Actually, I agree with you about the TK10. It's beam is nice! But it is a 2 cell light, built like a tank, heavy as hell, and not my idea of an EDC light. That's why I specifically said the LF3XT is the ONLY single cell light that has tamed the Q5. I am not sure why more single cell makers haven't done it. I understand its not just a matter of the orange peeling, but also having the correct focus. LiteFlux seems to do that with a deeper reflector. Fenix hasn't been able to do it with its smaller lights but perhaps the bigger TK10 having a bigger reflector, makes it easier to do it right, too.


----------



## xpea (Jan 10, 2009)

I want this light so much ! seems close to perfection. Simple and complex UI, lovely ring-free beam, good runtime and nice manufacturing :twothumbs

What is the bin of he emitter ? looks like a WC. can someone confirm ?

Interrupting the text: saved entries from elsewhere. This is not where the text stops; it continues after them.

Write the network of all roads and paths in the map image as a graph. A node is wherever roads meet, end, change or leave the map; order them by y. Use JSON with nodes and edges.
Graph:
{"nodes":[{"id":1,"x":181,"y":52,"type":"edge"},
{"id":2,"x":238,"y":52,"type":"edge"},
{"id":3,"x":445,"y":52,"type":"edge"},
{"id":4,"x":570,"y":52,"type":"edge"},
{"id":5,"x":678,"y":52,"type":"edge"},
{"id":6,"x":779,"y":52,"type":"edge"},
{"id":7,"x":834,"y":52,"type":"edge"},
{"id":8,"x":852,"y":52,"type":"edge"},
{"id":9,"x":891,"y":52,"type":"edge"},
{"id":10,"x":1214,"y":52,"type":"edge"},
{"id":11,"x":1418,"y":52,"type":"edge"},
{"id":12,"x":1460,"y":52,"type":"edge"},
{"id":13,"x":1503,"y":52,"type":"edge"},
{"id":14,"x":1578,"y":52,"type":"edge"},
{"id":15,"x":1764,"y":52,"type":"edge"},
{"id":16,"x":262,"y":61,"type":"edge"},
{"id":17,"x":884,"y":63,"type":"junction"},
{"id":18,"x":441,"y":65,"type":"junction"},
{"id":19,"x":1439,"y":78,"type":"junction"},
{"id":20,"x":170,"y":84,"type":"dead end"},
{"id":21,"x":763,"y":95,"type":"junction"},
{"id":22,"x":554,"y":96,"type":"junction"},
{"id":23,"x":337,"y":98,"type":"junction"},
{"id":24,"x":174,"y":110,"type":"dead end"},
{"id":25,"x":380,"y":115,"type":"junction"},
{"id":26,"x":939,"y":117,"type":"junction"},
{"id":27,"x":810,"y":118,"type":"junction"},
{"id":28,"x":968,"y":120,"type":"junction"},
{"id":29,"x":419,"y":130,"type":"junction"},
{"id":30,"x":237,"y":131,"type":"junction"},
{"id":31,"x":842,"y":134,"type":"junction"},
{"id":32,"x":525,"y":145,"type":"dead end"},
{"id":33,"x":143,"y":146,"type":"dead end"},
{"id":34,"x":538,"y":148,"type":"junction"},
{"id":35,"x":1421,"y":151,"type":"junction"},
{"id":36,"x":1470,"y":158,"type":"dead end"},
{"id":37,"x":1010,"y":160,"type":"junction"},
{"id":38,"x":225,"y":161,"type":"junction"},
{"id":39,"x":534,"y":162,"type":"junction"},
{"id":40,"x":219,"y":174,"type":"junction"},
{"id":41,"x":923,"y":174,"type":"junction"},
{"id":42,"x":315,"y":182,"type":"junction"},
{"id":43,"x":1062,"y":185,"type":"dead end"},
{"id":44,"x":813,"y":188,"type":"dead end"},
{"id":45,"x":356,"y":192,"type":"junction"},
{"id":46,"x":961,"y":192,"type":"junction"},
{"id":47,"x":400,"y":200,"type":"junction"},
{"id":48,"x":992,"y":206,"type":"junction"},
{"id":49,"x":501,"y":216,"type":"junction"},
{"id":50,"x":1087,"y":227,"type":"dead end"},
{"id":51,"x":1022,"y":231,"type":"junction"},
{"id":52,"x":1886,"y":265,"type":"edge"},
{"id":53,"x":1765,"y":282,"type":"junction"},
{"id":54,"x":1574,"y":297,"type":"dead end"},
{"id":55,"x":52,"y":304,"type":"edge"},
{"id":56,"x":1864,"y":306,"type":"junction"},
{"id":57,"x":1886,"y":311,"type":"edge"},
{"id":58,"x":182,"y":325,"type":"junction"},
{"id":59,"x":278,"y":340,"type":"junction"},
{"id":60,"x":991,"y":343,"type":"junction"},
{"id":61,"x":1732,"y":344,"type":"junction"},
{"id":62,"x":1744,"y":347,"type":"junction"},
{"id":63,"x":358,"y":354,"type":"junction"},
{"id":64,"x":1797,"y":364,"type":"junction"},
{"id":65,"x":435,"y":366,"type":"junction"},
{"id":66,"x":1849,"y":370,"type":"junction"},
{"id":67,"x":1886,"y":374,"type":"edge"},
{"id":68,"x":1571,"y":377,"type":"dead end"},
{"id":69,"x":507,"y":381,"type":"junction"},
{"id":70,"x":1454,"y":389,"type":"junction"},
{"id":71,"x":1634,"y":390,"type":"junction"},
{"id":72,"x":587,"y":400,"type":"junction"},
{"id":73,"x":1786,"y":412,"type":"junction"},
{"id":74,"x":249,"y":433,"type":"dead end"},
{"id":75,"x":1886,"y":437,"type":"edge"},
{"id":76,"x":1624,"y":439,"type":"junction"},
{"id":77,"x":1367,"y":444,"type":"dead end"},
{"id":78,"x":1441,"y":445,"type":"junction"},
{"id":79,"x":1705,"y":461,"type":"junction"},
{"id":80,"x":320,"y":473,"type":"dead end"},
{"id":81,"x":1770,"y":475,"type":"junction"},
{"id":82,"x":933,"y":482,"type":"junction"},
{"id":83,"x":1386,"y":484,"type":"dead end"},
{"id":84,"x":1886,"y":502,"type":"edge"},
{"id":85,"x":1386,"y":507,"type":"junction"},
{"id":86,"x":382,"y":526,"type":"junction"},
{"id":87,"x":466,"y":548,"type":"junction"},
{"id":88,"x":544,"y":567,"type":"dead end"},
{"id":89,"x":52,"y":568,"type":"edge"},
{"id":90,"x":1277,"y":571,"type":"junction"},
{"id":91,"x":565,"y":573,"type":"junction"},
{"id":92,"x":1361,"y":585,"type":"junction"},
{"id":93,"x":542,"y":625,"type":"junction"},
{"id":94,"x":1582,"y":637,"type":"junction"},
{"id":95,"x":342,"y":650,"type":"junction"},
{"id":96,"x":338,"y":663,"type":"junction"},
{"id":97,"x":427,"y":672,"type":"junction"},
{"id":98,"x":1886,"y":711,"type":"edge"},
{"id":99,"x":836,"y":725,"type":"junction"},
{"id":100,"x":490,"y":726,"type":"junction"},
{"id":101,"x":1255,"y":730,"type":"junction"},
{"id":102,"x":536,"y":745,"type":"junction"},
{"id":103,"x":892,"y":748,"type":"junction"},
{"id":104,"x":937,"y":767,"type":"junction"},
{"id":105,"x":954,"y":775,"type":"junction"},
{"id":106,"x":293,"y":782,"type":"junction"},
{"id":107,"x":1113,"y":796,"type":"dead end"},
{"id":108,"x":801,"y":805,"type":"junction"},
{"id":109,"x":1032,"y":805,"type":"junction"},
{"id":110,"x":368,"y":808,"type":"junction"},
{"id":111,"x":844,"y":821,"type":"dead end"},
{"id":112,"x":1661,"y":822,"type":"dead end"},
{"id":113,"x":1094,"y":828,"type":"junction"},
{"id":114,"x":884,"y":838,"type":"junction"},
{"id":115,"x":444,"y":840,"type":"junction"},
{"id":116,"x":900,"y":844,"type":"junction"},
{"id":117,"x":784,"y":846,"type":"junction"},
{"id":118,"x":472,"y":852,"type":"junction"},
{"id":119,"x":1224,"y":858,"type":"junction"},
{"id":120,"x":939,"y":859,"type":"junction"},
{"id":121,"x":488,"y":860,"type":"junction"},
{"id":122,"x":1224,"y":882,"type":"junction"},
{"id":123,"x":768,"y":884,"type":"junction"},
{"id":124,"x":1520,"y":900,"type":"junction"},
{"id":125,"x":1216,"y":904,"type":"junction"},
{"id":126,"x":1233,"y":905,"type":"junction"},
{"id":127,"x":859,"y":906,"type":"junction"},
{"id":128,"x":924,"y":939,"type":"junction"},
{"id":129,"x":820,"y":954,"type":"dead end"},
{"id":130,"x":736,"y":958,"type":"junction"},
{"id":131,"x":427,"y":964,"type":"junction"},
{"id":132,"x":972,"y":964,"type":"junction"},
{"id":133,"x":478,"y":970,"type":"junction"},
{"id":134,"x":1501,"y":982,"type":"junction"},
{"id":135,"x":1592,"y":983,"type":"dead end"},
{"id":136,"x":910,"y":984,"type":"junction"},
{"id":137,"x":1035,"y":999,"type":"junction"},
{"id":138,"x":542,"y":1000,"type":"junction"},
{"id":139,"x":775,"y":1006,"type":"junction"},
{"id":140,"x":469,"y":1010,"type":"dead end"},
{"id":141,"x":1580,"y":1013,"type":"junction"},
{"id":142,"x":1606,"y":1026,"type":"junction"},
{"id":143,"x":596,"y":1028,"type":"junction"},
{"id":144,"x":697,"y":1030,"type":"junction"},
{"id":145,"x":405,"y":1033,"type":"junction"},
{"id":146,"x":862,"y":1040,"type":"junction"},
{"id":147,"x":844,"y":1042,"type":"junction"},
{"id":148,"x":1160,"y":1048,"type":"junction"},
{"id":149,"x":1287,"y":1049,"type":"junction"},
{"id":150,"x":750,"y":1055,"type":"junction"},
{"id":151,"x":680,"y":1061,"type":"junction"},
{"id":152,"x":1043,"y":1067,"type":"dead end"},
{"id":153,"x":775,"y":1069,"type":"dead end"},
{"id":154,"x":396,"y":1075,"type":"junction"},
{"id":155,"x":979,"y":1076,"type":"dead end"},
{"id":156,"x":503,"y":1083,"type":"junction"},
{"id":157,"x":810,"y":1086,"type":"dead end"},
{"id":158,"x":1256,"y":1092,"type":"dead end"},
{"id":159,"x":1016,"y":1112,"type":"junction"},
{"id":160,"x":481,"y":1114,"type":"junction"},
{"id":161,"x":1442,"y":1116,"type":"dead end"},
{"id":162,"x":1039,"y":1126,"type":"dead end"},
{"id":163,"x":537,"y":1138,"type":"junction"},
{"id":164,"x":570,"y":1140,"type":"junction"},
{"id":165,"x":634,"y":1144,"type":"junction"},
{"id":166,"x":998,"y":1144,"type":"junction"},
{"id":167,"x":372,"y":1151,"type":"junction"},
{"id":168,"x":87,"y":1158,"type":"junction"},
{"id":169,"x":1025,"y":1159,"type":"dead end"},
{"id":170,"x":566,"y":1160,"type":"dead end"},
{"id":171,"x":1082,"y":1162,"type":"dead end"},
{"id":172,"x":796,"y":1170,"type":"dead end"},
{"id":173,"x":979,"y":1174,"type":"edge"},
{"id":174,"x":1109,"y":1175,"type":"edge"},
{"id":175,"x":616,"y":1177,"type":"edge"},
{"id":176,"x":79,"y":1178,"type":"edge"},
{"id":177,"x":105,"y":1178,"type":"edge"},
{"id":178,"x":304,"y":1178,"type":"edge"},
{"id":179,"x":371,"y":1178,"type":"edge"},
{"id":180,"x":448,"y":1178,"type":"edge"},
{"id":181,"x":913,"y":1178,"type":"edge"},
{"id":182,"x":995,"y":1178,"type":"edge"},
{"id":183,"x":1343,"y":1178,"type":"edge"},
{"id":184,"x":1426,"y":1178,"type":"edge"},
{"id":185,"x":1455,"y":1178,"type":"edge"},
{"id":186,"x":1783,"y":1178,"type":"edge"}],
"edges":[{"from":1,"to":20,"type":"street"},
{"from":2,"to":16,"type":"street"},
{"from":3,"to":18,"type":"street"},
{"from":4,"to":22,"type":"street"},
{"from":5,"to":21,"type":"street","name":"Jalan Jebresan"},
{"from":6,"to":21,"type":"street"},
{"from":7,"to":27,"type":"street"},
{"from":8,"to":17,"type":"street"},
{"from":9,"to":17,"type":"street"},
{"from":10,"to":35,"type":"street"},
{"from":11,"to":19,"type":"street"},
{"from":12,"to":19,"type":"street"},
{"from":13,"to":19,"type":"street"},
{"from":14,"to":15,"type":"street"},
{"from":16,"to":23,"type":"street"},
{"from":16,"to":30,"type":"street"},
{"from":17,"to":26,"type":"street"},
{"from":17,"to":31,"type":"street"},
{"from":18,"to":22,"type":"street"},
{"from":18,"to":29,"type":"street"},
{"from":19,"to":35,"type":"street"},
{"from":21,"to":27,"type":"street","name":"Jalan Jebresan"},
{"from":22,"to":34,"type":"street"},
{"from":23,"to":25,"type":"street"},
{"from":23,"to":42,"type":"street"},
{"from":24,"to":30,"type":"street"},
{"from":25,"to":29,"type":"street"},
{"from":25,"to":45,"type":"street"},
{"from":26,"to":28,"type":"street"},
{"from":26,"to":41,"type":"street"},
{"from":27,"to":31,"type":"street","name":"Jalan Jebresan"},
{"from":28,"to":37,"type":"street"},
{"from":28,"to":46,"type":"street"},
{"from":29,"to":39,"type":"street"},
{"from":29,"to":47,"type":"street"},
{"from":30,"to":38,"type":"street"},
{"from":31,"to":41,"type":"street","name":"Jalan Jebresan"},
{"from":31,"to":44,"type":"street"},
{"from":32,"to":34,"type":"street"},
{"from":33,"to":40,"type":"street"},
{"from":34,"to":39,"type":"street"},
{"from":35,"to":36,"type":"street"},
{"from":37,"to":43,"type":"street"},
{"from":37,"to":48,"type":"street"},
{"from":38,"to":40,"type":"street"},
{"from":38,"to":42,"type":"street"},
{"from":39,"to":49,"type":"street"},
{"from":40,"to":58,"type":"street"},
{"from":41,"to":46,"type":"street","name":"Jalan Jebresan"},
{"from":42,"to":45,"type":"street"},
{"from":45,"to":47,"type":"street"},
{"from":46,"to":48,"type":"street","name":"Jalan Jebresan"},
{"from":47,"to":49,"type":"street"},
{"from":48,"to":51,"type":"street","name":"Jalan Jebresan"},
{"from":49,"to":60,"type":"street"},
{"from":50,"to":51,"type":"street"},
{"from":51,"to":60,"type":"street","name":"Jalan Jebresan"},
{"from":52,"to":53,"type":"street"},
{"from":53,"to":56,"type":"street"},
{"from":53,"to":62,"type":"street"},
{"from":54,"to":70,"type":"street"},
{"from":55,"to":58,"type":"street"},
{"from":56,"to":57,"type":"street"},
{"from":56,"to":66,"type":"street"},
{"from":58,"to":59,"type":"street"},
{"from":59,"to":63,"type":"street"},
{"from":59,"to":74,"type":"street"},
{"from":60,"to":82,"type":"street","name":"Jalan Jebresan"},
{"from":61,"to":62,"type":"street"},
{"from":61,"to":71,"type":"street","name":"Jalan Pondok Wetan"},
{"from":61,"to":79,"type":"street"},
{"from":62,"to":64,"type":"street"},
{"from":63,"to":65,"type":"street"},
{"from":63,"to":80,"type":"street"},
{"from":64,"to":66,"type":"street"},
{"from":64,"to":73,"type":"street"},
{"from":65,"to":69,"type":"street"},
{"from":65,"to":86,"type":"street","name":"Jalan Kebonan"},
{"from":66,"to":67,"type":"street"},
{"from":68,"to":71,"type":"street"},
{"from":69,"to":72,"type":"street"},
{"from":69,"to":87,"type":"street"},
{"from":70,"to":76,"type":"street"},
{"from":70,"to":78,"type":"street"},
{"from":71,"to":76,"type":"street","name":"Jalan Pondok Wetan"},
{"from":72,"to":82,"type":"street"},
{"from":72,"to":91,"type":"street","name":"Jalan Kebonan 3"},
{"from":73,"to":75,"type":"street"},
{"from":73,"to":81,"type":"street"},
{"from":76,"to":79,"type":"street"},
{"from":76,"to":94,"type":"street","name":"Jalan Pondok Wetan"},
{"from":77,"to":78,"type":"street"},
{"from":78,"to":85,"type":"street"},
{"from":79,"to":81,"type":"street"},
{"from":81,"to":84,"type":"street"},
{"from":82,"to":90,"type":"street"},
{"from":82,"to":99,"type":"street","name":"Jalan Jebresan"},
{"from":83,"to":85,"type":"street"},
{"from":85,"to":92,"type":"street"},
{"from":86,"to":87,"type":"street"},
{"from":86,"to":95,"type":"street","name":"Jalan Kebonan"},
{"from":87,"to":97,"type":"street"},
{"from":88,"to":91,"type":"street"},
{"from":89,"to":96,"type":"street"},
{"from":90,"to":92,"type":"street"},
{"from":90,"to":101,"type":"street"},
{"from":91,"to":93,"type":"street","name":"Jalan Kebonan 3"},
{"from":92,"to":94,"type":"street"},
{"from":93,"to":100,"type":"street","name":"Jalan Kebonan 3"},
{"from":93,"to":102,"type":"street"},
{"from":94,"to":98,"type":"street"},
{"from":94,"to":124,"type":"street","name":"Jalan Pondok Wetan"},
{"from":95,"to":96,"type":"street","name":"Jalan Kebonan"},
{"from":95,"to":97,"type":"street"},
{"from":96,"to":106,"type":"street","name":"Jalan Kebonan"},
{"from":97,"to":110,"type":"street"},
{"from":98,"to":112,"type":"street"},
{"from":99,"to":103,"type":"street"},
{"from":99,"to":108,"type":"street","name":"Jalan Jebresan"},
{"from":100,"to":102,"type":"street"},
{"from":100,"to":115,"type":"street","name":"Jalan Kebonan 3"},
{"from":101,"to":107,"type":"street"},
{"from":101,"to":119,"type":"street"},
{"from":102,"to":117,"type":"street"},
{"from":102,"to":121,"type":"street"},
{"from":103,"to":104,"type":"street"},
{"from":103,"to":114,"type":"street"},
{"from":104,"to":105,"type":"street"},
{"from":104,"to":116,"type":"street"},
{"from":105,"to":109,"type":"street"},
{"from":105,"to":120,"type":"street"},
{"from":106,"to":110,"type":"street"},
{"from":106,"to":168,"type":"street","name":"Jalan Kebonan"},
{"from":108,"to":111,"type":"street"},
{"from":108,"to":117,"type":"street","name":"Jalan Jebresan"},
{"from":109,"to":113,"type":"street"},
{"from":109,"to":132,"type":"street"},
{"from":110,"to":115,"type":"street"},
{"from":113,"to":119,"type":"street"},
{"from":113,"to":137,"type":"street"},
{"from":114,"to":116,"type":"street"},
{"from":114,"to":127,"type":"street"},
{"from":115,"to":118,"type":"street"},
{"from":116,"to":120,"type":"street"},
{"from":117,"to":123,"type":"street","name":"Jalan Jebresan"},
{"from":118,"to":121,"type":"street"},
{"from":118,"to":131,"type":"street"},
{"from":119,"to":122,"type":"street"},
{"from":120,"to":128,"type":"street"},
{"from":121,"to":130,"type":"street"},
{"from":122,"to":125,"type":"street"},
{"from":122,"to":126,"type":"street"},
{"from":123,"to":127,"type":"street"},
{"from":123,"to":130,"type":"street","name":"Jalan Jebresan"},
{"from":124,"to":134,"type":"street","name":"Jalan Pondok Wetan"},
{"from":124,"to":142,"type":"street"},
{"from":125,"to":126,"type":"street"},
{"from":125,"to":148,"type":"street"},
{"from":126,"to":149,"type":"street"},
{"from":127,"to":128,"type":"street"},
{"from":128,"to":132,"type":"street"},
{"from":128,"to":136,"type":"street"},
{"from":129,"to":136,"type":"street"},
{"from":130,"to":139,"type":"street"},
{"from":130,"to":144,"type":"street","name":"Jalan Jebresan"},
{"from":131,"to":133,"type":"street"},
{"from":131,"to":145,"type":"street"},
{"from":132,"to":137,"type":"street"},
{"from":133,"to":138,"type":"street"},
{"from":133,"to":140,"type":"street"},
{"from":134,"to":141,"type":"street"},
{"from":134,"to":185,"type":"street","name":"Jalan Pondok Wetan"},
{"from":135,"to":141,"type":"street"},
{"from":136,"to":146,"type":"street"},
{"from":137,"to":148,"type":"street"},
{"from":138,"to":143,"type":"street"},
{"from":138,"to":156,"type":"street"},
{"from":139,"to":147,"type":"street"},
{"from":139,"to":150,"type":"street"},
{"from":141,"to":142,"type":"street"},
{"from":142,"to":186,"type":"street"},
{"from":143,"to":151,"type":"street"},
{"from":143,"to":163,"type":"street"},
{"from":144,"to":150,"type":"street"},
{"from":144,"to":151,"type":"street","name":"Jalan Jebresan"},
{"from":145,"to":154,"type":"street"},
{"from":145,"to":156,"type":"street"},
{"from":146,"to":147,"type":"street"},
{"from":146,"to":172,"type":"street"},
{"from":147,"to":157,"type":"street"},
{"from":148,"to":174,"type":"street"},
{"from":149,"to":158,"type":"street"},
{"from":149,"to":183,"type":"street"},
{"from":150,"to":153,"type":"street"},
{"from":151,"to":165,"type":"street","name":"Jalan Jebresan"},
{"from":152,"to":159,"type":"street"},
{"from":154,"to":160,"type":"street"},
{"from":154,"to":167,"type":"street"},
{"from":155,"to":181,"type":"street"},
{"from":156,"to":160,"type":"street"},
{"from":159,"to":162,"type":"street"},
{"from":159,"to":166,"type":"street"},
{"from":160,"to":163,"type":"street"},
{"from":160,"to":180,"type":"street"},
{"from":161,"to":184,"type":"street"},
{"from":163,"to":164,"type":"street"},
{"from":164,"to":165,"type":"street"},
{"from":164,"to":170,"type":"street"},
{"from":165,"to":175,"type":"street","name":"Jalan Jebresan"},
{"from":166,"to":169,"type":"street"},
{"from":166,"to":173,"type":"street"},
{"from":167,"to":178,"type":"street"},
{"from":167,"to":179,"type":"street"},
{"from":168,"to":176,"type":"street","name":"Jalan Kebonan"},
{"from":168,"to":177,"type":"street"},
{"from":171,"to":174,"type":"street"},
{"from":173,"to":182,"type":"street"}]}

For my next EDC I was looking at the C2H but disappointing runtimes is a no go for now (waiting for Alan to fix this issue). If I can get something like a pure white WH bin (with no green), I'm sold :candle:


----------



## Hondo (Jan 10, 2009)

Very nice review, selfbuilt, as usual -thanks once again.

Here's a tip for all:

If you are like me and take a bit of time finding a "favorite" user defined setting, but then would like to ramp to somewhere else between min and max, just double click to min first, then ramp up to what you want (or down from max works too). Then the new ramped-to setting will not be memorized as a new user defined setting, and the next time you turn on you will be back at your old favorite level.


----------



## Flying Turtle (Jan 10, 2009)

After living with this for awhile it's hard to imagine settling for anything with a UI less versatile. Bravo to the engineers at LiteFlux. :twothumbs

Geoff


----------



## Simplicity05 (Jan 10, 2009)

Anyone know if you can request a warmer or cooler light from eliteled?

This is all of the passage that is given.